GIVEN ENTRIES:
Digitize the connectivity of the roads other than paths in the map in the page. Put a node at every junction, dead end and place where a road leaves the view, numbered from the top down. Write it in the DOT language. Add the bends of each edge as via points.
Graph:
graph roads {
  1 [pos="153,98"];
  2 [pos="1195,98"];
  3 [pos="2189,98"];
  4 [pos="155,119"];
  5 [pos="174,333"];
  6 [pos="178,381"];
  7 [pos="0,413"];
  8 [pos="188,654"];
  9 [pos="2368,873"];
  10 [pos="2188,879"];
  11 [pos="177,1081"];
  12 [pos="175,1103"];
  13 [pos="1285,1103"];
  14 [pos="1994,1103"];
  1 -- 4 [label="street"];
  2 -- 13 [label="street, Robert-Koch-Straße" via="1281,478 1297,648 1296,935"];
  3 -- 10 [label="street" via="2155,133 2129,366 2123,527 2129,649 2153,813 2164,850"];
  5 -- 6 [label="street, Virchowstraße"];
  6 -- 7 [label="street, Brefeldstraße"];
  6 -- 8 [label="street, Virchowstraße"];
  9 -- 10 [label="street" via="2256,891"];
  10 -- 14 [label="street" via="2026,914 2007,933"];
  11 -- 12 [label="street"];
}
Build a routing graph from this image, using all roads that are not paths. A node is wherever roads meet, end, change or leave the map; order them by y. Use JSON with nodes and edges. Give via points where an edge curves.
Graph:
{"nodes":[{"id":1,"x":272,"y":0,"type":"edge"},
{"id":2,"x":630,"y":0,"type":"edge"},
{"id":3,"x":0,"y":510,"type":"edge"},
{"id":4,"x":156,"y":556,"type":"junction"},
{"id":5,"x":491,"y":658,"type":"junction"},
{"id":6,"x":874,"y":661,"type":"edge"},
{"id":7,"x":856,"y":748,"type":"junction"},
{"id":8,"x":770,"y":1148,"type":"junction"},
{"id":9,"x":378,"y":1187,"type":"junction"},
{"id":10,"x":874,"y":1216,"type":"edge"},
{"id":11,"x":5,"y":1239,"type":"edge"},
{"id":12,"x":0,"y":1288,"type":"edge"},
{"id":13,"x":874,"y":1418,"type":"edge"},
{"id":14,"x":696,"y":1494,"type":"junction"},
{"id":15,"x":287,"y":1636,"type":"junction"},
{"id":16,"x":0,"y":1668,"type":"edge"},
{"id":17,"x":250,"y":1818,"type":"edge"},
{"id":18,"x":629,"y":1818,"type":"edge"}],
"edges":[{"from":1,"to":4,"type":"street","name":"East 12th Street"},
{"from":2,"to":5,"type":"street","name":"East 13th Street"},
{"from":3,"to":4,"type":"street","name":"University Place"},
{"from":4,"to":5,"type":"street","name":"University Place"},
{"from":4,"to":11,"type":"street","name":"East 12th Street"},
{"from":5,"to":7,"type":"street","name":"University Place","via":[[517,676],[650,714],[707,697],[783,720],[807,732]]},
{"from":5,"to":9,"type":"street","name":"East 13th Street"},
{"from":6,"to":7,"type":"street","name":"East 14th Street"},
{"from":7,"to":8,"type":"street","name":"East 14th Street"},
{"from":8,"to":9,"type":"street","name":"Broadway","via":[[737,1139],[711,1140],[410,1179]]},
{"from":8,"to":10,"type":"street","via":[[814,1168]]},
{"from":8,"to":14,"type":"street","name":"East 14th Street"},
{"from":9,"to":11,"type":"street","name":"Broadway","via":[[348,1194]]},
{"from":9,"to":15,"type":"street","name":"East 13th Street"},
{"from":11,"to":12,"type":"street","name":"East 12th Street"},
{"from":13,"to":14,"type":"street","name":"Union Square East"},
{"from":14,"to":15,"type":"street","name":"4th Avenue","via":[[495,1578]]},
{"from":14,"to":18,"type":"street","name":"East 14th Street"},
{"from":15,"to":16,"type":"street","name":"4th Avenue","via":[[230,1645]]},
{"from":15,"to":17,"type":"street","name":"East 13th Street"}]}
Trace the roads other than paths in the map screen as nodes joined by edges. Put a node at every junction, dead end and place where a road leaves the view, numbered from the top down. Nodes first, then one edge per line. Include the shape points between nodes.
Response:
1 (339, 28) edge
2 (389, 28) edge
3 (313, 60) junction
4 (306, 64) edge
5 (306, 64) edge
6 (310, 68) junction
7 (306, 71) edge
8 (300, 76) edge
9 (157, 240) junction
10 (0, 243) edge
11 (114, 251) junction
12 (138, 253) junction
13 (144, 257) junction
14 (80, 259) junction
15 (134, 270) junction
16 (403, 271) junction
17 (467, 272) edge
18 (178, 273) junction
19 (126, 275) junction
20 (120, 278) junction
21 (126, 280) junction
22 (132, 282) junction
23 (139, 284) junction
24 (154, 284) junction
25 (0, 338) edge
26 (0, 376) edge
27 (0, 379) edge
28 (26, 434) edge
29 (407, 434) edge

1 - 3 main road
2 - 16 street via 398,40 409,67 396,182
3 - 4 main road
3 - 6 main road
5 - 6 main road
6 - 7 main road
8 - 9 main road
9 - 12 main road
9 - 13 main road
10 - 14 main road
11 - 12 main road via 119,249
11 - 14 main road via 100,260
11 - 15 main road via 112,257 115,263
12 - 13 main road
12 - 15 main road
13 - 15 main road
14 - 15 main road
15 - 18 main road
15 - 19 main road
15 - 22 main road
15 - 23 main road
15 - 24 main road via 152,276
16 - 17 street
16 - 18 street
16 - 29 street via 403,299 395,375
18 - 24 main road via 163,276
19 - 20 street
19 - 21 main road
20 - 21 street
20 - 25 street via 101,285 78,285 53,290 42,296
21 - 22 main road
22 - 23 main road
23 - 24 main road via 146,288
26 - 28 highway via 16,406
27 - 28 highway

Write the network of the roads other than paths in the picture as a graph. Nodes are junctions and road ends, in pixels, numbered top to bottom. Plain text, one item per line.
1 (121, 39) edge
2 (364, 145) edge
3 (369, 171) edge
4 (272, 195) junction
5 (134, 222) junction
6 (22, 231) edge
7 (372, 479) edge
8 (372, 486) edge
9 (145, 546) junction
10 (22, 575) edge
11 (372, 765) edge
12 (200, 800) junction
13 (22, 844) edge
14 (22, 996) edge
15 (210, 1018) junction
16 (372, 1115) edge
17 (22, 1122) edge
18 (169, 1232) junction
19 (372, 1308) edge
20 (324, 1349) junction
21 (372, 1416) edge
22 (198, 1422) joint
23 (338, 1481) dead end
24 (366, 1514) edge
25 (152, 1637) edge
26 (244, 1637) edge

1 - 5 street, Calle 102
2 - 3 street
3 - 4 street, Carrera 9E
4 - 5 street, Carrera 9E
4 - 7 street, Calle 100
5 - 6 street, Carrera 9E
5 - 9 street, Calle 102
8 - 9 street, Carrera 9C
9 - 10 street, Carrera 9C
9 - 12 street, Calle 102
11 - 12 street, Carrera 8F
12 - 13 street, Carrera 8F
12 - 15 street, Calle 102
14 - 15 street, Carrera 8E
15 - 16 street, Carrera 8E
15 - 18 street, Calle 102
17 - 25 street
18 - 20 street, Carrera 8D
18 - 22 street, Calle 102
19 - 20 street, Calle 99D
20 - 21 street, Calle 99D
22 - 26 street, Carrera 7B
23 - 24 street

EXERCISE AIM:
Working from the entries above, return all lines that contain "numbered".

EXPECTED ANSWER:
Digitize the connectivity of the roads other than paths in the map in the page. Put a node at every junction, dead end and place where a road leaves the view, numbered from the top down. Write it in the DOT language. Add the bends of each edge as via points.
Trace the roads other than paths in the map screen as nodes joined by edges. Put a node at every junction, dead end and place where a road leaves the view, numbered from the top down. Nodes first, then one edge per line. Include the shape points between nodes.
Write the network of the roads other than paths in the picture as a graph. Nodes are junctions and road ends, in pixels, numbered top to bottom. Plain text, one item per line.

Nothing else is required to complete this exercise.